§ Task
Each line of the entries below that includes "down" belongs in your answer.

§ Input records
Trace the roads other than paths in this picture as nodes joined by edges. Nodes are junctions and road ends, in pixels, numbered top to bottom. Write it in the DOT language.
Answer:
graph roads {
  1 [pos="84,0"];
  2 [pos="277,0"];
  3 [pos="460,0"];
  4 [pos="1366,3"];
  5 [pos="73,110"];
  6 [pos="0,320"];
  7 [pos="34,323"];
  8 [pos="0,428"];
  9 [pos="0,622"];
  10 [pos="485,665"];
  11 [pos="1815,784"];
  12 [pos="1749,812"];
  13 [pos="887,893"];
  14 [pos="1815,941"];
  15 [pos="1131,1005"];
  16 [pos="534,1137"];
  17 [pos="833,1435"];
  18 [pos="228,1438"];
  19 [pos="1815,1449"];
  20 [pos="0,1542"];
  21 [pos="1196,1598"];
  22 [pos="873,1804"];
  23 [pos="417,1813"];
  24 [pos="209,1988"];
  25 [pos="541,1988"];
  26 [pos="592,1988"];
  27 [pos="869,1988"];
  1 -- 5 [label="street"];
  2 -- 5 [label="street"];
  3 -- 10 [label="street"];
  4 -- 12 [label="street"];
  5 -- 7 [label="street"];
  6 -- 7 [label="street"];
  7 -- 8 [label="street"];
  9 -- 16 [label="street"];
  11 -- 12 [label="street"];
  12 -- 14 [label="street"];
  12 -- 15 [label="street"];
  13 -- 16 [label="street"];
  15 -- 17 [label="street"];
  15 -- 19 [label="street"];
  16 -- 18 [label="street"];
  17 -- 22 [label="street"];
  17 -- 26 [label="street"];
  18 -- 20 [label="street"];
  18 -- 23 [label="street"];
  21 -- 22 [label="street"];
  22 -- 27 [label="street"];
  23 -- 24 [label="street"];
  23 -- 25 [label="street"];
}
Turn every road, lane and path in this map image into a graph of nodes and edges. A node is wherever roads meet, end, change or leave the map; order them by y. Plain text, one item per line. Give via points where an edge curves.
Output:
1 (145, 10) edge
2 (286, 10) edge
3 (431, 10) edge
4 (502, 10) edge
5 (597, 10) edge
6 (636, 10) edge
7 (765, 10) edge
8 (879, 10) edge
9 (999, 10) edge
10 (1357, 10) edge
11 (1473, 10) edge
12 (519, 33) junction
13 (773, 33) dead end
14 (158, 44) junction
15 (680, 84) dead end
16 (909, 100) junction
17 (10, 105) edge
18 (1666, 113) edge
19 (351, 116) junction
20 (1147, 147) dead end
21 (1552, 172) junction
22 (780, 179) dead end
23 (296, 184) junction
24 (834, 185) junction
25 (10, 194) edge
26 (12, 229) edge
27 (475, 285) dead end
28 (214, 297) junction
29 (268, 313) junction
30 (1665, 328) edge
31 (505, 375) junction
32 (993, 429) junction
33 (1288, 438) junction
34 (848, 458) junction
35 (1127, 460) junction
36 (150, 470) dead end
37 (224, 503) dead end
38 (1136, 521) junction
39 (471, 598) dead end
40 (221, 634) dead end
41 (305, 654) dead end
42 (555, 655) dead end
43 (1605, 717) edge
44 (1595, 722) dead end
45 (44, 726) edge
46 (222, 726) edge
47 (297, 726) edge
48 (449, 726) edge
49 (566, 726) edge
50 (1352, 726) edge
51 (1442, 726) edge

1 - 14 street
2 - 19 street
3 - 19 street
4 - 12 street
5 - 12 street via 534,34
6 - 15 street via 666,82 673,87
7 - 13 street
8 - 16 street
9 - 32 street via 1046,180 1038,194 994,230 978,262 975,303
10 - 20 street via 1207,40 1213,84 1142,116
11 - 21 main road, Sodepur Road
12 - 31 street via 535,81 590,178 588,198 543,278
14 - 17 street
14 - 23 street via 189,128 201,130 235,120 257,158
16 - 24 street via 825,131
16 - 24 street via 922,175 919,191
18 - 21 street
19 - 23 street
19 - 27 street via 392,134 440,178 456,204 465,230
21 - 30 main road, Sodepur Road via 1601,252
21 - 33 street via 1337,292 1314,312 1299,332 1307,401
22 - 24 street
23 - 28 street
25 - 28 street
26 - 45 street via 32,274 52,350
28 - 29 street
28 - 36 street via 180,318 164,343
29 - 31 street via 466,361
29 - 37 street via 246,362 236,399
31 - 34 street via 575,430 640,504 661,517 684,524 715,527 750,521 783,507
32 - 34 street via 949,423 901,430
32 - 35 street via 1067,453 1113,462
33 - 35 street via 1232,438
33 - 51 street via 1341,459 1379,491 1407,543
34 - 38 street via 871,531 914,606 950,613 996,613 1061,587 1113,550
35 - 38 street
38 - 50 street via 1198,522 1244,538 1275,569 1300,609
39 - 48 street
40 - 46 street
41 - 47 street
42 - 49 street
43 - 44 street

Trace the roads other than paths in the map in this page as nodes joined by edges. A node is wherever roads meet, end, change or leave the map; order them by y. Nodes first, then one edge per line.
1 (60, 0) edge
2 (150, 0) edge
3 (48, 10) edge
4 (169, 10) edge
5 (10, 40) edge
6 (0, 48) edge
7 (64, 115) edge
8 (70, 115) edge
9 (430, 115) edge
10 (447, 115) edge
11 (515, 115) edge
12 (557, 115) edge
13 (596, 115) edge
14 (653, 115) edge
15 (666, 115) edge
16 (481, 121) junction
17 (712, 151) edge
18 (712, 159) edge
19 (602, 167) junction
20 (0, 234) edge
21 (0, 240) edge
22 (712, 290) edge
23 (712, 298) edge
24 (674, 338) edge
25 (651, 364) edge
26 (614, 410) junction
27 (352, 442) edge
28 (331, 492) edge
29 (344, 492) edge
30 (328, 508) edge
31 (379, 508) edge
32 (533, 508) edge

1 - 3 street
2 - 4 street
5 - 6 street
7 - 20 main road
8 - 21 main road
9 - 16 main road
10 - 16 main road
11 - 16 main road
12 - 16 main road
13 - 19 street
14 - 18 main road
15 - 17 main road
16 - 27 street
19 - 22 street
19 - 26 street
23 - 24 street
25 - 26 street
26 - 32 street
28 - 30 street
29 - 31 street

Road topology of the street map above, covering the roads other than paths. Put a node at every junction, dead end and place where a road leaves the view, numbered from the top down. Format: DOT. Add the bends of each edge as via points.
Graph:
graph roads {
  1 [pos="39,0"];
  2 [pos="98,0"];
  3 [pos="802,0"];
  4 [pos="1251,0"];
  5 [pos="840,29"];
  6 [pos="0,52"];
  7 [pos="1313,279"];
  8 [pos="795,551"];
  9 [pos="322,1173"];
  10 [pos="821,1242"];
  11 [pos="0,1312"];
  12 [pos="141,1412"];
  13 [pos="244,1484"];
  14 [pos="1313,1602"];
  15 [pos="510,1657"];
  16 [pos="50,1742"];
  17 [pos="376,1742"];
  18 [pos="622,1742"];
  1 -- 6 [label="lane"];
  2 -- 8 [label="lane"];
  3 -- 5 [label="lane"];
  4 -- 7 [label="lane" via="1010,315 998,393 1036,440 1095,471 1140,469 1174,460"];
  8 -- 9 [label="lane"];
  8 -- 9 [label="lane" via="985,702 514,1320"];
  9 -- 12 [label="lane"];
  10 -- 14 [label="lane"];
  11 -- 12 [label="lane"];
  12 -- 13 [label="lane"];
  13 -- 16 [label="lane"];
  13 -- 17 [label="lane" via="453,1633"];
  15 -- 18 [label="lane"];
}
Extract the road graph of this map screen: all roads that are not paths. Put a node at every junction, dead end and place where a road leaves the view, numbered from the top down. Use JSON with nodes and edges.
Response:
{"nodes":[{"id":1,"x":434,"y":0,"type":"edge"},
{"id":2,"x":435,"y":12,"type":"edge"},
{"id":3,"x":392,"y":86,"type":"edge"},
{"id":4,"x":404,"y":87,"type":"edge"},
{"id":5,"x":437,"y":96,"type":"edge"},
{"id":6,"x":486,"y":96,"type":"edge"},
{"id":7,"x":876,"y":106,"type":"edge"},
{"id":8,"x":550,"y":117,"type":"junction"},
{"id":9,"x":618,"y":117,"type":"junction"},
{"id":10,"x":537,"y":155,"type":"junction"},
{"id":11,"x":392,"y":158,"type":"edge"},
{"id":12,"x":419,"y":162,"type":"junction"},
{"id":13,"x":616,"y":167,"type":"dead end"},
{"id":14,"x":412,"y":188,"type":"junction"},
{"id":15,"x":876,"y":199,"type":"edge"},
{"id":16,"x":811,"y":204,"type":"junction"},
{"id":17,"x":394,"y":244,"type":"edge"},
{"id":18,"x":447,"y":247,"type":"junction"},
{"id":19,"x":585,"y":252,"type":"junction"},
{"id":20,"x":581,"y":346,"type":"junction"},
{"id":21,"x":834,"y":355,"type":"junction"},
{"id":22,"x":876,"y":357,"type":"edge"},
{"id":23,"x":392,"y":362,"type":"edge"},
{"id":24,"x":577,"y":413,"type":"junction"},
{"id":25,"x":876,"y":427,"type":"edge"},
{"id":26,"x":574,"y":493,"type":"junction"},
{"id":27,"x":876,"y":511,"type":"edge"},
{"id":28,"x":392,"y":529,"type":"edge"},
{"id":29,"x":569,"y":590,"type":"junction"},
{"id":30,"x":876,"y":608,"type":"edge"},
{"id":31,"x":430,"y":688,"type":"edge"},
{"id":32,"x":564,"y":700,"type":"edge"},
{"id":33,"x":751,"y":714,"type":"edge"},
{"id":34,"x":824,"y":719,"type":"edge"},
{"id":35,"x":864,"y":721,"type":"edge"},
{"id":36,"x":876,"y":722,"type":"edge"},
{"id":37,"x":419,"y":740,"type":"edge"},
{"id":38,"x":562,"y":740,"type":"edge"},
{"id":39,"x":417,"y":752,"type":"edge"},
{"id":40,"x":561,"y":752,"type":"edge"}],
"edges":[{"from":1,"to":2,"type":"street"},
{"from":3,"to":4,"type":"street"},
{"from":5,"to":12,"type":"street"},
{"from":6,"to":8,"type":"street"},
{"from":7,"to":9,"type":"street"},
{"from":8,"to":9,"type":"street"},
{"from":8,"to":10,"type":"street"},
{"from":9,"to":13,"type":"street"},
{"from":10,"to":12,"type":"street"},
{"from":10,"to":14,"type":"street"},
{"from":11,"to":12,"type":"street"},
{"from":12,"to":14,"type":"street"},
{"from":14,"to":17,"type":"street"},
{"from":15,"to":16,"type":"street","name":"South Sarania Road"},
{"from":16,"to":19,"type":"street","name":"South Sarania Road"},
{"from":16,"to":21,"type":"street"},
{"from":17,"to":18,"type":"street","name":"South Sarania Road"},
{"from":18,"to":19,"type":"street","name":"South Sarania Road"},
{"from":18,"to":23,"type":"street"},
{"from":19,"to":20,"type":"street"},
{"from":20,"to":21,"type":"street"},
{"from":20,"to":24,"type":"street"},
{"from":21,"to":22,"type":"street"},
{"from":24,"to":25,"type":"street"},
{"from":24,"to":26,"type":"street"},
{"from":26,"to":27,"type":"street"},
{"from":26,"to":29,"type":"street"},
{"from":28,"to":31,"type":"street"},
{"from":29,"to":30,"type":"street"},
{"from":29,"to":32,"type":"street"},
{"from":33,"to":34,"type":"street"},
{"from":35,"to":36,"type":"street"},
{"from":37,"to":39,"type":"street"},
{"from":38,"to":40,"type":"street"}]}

§ Result of the task
Road topology of the street map above, covering the roads other than paths. Put a node at every junction, dead end and place where a road leaves the view, numbered from the top down. Format: DOT. Add the bends of each edge as via points.
Extract the road graph of this map screen: all roads that are not paths. Put a node at every junction, dead end and place where a road leaves the view, numbered from the top down. Use JSON with nodes and edges.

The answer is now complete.